§ WHAT YOU WILL DO
Copy every line that contains the string "graph" from the entries below.

§ INPUT MATERIAL
BEGIN
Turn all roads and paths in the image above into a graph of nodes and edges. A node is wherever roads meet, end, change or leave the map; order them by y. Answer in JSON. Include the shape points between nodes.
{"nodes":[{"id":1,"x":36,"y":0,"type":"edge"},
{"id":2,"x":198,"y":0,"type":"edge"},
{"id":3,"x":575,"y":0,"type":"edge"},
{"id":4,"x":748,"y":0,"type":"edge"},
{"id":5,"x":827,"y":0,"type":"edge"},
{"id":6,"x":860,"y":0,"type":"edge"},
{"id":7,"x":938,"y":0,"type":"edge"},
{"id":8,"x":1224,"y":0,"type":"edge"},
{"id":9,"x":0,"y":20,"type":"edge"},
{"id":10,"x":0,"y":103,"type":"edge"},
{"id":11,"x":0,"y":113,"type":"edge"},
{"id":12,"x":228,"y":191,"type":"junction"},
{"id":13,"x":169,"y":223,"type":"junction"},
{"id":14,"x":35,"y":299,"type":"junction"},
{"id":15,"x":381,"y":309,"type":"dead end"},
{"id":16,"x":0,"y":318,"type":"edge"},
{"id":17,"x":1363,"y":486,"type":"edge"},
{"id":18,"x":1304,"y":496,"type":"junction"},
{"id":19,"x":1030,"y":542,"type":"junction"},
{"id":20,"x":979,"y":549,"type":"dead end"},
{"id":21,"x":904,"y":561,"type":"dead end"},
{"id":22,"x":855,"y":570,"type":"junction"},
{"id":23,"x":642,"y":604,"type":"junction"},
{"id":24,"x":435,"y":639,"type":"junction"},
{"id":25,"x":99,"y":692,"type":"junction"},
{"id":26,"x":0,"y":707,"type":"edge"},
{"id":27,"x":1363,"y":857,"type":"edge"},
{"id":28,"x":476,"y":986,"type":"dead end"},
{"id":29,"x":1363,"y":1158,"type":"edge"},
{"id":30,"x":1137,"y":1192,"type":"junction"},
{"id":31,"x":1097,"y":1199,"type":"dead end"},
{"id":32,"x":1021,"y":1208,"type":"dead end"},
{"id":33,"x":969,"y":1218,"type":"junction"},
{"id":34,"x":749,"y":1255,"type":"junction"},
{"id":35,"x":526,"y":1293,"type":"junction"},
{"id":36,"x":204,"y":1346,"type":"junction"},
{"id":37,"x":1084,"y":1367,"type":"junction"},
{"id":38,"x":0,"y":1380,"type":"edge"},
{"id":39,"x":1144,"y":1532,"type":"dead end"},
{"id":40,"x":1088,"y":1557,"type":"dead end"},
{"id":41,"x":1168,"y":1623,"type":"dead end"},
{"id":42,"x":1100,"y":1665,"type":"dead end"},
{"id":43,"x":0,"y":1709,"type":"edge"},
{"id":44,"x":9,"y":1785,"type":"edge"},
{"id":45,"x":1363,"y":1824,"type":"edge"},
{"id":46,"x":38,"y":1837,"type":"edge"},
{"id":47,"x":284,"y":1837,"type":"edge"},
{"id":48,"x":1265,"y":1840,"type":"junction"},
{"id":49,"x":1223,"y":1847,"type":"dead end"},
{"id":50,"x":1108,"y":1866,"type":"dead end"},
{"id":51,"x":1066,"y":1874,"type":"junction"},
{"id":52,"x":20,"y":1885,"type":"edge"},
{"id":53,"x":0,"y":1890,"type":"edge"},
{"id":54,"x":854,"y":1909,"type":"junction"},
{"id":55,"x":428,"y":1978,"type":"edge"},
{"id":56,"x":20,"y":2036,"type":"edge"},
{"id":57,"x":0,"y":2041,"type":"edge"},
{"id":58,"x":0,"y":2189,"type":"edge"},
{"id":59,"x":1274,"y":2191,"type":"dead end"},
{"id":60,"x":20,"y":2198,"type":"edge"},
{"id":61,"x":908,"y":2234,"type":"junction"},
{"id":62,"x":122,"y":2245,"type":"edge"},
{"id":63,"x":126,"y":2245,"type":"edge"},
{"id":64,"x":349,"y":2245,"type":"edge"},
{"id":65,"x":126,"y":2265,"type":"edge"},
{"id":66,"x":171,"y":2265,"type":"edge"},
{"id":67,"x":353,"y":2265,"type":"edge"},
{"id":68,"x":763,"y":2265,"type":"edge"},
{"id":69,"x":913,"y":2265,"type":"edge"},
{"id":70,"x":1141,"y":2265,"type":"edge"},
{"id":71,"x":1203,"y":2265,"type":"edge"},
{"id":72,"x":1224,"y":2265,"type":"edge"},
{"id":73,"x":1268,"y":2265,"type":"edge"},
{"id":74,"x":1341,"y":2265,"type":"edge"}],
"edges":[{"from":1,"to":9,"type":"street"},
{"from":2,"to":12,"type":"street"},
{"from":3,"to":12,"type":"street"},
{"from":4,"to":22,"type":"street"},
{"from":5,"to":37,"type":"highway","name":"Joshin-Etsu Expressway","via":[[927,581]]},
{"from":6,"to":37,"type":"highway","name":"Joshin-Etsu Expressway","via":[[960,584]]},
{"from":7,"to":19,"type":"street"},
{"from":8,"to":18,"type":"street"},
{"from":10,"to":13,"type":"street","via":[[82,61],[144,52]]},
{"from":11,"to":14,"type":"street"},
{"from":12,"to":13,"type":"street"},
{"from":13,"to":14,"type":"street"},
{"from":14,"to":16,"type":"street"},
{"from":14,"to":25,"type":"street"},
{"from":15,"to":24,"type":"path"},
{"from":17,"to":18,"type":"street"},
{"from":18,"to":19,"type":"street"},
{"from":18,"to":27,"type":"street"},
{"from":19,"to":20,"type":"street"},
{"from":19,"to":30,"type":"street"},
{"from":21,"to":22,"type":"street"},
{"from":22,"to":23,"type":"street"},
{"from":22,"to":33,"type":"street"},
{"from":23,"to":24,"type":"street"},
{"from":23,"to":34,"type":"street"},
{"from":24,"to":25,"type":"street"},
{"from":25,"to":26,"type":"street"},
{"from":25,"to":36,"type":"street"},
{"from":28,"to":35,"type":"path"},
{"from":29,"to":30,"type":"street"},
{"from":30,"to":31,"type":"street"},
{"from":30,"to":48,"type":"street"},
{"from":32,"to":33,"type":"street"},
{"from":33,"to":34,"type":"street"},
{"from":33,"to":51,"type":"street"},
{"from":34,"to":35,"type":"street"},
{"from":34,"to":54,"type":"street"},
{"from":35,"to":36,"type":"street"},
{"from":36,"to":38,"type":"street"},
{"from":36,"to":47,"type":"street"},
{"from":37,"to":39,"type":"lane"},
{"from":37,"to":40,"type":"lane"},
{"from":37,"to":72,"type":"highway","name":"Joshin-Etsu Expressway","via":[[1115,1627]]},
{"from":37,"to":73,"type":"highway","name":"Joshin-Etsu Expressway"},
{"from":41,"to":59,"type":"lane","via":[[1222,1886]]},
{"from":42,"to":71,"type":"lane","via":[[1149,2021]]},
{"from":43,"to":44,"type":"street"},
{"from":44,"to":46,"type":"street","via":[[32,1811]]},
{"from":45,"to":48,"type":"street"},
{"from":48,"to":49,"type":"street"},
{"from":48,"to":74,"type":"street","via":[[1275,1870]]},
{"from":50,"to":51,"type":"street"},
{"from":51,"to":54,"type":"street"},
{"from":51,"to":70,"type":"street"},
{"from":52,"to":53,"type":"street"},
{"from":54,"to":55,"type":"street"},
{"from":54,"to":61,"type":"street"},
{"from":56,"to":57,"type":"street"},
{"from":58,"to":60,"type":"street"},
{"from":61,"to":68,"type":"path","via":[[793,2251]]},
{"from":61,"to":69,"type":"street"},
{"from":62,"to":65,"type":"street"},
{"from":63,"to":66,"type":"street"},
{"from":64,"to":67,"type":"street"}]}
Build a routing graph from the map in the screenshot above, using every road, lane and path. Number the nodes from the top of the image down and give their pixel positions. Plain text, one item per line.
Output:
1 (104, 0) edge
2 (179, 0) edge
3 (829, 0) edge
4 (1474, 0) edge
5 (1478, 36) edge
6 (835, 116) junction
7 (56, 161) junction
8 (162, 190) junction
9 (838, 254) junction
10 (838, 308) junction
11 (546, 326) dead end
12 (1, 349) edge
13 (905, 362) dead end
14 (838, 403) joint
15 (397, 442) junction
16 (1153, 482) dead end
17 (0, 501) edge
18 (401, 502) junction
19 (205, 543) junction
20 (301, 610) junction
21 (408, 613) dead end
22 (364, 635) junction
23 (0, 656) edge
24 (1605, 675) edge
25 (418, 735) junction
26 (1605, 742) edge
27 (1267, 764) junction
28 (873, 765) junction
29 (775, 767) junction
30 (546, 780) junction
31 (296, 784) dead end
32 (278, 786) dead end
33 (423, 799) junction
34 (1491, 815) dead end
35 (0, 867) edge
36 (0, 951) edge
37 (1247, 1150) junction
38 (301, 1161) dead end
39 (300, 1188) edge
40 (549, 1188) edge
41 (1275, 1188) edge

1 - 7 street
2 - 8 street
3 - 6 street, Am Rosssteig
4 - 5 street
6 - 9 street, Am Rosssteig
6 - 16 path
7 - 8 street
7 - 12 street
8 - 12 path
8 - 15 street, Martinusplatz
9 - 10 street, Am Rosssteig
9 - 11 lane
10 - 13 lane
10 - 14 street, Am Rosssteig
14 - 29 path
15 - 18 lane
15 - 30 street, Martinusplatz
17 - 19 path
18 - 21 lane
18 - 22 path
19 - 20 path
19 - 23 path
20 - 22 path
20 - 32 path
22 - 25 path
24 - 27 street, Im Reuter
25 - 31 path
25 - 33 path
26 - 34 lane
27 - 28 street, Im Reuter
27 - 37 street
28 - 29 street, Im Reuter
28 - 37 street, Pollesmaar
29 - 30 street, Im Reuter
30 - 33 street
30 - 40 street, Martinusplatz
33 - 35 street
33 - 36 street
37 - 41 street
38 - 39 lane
END
§ REPLY TO THE TASK
Turn all roads and paths in the image above into a graph of nodes and edges. A node is wherever roads meet, end, change or leave the map; order them by y. Answer in JSON. Include the shape points between nodes.
Build a routing graph from the map in the screenshot above, using every road, lane and path. Number the nodes from the top of the image down and give their pixel positions. Plain text, one item per line.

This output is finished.